Waves of what, though? For the most part, the sounds that reach your air exist as waves of pressurized air, and those pressure waves are almost always caused by something else out there in the world vibrating. Maybe it’s the surface of a drum, or all the moving bits in a diesel engine.
HOW DYNAMIC DRIVERS WORK
When it comes to recorded music, the vibrations typically come from what’s known as a driver. If you have a speaker sitting near you, pull off its grill and you can see this in action. The cones and domes that line the face of your speakers push and pull the air around them, and although the smallest drivers in your speakers may be vibrating so slightly and so rapidly that you can’t see their movement, if you cue up some Muse or A Tribe Called Quest, you’ll surely see the largest cones in your speakers huffing and puffing in time with the beat.
What causes those drivers to vibrate is generally a magnet that moves a coil of wire (called the voice coil) attached to the cone itself. Also known as dynamic (or moving-coil) drivers, these are pretty much the same sorts of drivers you’ll find in most headphones. Those are much smaller, of course—the drivers in a headphone that fits over your ear might be as large as the top of a soda can, whereas in-ear earphones might have drivers as small as the end of a AAA battery, or even tinier—but in most headphones and earphones there’s only room for one of them for each ear.
Of course, that’s not the only way to create sound. Just as some in-room speakers rely on exotic designs like electrostatic panels, there’s more than one way for earphones to translate an electrical signal into physical motion and vibrate the air headed in the direction of your eardrums. One of the most popular driver technologies amongst high-end earphone enthusiasts is called the balanced armature, and although—as with a dynamic driver—it relies on coils, magnets, and a moving diaphragm, the way those pieces are put together and engineered is radically different.
HOW BALANCED ARMATURE DRIVERS WORK
In balanced armature drivers like the ones found in Phiaton’s new BOLT BT 700 true wireless earphones with charging speaker case, an armature (which is basically electrical-engineering jargon for “the moving bits of a motor”) is surrounded by a stationary coil and suspended (or balanced) between two magnets. As electrical current is passed through the coil, it changes the magnetism of the armature, which causes it to wiggle in the direction of one magnet or the other. This wiggling motion is used to drive a diaphragm, which creates sound in much the same way as the reed in a woodwind instrument. Not exactly, but close enough for our explanatory purposes.

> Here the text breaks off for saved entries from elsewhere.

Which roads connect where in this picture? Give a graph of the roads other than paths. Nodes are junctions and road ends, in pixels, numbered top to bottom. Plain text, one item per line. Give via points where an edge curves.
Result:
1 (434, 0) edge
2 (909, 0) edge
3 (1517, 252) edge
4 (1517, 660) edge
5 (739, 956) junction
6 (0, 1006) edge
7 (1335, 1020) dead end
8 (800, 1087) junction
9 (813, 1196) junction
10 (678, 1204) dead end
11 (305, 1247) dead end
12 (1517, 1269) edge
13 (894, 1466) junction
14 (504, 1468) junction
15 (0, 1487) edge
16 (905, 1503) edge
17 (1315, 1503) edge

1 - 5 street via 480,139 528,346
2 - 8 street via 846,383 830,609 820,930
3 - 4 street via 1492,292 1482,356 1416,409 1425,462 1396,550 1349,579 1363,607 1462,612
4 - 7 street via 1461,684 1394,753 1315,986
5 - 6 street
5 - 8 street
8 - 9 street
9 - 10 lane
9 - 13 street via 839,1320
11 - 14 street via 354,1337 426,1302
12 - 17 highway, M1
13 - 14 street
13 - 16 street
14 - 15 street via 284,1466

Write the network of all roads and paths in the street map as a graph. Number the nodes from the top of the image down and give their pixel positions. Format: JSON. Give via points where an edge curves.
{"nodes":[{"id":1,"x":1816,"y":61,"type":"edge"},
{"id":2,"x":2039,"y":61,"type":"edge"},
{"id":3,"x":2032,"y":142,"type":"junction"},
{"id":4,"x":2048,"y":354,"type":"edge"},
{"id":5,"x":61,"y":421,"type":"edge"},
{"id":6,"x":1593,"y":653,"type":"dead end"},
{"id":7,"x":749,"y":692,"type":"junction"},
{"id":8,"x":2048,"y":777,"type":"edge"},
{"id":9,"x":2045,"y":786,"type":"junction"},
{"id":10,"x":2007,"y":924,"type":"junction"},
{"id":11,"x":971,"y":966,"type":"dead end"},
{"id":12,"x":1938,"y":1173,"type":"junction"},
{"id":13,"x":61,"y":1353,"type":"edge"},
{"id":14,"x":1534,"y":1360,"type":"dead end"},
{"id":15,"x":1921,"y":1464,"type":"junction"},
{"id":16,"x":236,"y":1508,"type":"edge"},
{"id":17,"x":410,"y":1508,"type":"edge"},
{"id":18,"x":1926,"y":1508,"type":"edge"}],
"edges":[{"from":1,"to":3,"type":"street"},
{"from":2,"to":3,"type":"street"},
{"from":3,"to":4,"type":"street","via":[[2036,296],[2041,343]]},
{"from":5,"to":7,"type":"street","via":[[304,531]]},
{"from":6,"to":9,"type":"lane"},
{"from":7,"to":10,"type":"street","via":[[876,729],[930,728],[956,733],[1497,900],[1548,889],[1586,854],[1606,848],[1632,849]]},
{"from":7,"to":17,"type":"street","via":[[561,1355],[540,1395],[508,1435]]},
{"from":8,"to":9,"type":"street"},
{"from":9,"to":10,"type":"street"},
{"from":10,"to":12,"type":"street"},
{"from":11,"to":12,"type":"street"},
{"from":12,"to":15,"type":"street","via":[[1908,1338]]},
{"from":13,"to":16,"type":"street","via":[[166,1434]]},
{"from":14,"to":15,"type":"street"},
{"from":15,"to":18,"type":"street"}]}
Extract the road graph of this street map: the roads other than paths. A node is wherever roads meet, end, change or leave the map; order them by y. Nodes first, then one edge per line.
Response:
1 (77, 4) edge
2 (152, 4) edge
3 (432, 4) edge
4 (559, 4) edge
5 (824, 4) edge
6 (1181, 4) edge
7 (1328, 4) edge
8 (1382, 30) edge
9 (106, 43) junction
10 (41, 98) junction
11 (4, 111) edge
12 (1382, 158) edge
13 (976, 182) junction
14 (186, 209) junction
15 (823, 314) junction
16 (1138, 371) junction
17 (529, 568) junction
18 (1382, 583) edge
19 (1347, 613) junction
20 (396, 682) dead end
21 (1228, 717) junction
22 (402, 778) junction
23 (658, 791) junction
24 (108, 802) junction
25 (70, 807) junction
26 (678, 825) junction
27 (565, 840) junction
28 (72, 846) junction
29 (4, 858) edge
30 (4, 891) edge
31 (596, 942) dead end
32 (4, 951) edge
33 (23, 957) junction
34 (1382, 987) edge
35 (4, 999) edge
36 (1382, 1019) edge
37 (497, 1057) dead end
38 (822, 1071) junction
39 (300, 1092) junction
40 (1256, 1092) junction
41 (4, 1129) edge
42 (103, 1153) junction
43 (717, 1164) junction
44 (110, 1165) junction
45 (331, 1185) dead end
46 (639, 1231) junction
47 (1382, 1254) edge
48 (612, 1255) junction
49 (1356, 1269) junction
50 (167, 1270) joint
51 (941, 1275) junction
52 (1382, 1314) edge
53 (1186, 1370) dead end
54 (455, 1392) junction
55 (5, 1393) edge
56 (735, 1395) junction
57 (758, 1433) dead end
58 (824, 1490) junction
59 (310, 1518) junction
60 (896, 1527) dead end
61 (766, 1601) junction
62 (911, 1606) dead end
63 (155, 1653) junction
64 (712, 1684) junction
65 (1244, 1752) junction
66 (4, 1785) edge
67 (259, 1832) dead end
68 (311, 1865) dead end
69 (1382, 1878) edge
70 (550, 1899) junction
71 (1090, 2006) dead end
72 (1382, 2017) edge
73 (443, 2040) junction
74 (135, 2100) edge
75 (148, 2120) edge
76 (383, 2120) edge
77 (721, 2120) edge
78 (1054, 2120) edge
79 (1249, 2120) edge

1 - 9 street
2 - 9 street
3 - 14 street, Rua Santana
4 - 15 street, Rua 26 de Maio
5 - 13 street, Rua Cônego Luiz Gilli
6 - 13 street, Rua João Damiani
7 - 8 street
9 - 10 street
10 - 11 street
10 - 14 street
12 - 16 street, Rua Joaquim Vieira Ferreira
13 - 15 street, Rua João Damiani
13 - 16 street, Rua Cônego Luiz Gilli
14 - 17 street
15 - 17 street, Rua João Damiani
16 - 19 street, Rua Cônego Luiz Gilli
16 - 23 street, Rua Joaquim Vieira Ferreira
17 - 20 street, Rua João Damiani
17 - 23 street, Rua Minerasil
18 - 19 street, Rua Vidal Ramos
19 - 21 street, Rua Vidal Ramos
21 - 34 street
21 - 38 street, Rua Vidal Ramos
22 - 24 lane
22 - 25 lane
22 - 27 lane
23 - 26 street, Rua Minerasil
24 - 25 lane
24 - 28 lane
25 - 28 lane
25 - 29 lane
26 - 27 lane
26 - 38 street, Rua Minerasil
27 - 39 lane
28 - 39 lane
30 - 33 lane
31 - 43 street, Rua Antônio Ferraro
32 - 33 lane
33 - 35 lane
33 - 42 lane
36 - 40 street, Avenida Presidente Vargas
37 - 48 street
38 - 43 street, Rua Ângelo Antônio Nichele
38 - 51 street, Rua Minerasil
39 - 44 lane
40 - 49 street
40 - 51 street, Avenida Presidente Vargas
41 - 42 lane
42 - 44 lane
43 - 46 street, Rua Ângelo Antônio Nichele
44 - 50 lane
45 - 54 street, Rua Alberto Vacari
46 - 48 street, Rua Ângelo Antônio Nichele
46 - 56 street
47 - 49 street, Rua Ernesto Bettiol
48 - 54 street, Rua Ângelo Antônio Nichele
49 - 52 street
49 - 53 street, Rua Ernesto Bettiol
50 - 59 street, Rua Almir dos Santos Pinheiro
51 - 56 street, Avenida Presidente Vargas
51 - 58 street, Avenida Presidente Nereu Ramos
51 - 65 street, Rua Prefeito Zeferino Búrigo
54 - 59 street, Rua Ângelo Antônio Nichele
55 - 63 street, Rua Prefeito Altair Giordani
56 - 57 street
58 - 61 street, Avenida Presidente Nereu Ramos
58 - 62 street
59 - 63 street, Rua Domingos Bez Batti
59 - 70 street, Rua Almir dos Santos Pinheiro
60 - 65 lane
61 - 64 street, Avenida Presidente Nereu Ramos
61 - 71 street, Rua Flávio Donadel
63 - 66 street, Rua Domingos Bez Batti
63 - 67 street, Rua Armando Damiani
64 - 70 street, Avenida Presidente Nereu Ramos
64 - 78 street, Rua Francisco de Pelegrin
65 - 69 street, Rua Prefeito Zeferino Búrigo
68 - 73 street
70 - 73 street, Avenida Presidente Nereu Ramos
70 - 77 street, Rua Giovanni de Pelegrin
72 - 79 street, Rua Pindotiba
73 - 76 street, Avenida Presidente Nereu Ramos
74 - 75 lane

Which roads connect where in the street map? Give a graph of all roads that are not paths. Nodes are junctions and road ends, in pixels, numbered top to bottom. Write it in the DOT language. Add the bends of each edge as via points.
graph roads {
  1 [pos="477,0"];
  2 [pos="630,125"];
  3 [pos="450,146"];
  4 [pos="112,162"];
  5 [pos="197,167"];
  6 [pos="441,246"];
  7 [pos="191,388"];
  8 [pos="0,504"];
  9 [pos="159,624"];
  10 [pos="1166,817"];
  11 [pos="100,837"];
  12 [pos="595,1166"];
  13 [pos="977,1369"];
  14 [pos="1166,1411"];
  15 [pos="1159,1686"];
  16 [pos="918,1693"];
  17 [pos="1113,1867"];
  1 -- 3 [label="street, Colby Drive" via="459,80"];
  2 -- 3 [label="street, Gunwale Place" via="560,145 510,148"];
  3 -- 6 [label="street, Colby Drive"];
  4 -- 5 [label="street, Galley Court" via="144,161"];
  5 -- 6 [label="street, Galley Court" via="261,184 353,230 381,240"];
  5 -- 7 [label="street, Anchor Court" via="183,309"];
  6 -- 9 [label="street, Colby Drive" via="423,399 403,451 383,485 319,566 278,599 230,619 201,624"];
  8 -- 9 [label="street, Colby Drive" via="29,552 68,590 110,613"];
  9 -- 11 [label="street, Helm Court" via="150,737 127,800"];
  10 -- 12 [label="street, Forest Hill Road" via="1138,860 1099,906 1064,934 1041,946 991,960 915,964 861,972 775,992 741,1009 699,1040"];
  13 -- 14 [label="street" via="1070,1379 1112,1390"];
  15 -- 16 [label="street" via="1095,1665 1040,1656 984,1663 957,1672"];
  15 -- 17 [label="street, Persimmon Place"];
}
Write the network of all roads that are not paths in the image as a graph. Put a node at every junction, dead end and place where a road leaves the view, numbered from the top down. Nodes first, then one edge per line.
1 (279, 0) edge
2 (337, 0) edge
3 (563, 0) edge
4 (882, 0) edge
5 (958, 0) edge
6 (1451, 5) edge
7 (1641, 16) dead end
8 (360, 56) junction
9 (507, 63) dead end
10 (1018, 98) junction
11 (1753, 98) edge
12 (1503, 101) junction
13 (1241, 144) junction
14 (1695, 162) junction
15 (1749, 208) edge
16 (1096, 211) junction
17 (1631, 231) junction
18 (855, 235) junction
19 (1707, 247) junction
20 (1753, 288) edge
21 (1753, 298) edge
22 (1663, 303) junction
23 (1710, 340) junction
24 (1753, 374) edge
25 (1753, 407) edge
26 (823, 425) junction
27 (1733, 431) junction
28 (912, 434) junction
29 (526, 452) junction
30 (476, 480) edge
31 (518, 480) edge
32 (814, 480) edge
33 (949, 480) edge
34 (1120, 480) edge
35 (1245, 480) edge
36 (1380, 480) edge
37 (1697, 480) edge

If you read all of the above and thought, “Hey, that sounds complicated,” you are correct. Balanced armature drivers are complicated, which makes them more expensive than dynamic (or moving-coil) drivers. So, why use them?
- For one thing, they’re smaller. Much smaller. Which is why they’ve been employed in hearing aids since before color TV was a thing.
- Secondly, they are much more efficient, meaning they can generate louder sounds using less electricity than dynamic drivers. Again, that makes them perfect for hearing aids, but it’s also particularly useful in true wireless earphones like the BOLT BT 700. Less power used means longer playtime between battery charges.
- Thirdly, the small size of balanced armatures means that there’s often room for multiple drivers within a single earphone case.
Packing more drivers into each earpiece isn’t about making the sound louder, mind you, but if you’ll think back to our earlier discussion about in-room speakers, you’ll remember that those usually rely on separate drivers for high-frequency and low-frequency sounds, and sometimes midrange as well. Multiple balanced armatures can be employed in the same way within earphones, with individual drivers that are custom-tuned to handle one small slice of the audible frequency range. The result? Clearer, more accurate sound with sparkling detail that you must hear to believe.
By Dennis Burger